It was a guy who loved dressage who taught me the concept of giving a horse rein when he is scared, instead of trying to hold him tight.
This is a completely different subject entirely. While I and many others collect our horses in the show ring, we certainly wouldn't ask for it out on the trail during a spook... It's fairly common sense that taking hold of the reins on a spooking or bolting horse will only make the situation worse. Collection, on the other hand, is used during performance only on a horse who is calm and working. Is it used on the trail at times? Absolutely, if asked and the horse is trained. But a lot of people who show understand the importance of taking their show horses out on the trail and just letting them be horses.
Some of us have merely said it is not needed for a good horse.
I think a lot of the outrage that is sparked on this forum regarding this subject is centered around this whole debatable idea of a "good" horse... A horse who is used for recreational riding is no less of a good horse than a level three dressage prospect so long as the training is there. A willingness to be obedient and demonstrating the thinking side of the brain (instead of reactive) is what defines a "good" horse to me - no matter what the discipline.
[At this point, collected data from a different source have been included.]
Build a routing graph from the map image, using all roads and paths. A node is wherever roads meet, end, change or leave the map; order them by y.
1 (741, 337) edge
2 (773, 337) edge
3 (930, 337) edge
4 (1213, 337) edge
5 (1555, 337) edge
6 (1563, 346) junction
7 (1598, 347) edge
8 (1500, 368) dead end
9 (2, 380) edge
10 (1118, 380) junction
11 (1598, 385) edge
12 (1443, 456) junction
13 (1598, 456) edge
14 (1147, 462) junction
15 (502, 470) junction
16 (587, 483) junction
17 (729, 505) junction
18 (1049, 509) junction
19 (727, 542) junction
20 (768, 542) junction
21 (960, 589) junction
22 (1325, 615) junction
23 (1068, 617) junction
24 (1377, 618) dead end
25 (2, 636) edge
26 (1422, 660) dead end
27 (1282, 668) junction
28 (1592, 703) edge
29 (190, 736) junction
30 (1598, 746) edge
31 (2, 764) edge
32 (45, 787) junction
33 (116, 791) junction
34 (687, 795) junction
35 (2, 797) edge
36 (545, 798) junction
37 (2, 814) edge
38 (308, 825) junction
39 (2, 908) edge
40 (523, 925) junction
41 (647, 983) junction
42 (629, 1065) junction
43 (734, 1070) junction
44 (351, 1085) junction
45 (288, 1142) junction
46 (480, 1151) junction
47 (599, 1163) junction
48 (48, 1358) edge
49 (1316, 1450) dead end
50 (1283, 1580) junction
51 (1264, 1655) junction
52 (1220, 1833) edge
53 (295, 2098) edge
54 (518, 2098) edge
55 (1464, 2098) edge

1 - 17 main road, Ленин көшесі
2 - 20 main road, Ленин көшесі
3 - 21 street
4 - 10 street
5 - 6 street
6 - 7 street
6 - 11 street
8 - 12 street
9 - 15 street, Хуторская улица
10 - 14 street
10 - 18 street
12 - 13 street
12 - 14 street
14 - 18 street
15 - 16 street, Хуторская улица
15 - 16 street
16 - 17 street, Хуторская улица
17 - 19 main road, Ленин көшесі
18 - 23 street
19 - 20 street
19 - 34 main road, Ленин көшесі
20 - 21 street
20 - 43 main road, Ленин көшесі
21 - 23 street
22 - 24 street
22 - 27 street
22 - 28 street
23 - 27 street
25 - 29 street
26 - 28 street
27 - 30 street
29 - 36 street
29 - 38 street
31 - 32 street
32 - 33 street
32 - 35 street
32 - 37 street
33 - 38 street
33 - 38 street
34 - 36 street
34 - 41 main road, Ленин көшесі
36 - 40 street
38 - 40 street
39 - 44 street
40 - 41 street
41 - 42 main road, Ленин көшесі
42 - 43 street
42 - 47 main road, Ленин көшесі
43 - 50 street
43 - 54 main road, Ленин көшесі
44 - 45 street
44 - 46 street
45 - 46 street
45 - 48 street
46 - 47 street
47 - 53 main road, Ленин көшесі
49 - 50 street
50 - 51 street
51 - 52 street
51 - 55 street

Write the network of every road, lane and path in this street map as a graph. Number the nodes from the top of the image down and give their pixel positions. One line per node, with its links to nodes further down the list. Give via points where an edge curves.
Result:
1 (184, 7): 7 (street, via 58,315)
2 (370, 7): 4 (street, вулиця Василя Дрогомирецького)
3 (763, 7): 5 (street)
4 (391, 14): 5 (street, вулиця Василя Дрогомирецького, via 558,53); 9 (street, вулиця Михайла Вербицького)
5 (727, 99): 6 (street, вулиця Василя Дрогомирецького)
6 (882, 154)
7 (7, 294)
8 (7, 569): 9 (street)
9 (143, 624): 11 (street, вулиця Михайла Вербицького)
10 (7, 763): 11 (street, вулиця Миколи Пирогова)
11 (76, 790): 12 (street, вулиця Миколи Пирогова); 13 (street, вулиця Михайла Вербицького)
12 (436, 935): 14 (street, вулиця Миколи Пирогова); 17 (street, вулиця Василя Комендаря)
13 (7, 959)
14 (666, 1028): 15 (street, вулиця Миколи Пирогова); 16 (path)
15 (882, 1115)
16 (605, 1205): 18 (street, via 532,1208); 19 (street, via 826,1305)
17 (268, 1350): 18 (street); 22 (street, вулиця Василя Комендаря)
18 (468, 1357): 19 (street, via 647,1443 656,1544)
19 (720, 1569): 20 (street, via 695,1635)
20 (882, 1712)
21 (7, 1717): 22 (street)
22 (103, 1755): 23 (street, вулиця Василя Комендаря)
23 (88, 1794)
Horses can be trained to do a multitude of different jobs. If the horse's job is to be a Dressage horse, then he must be able to collect and be willing about it. If his job is to be a cutting horse, he must demonstrate a passion for chasing cows and the ability to sit his butt down and cut when asked. If his job is to be a hunt horse, he must be willing to travel in relaxed yet forward gaits and put his head in a pretty position when cued. If his job is to be a recreational trail horse, then he must demonstrate the ability to be sane and stable for his rider who depends on him for safety.
At the end of the day, it doesn't matter what the heck his job is, as long as he is performing it to the best of his ability. Collection is not required for all disciplines or horseback activities... And collection should certainly NEVER be used to judge whether or not a horse is a "good" horse - unless of course it is required to do his job. That's just absurd.
NOTE: There are so many pages to this thread and I admit I haven't read all of them, so I do apologize if I've missed some things.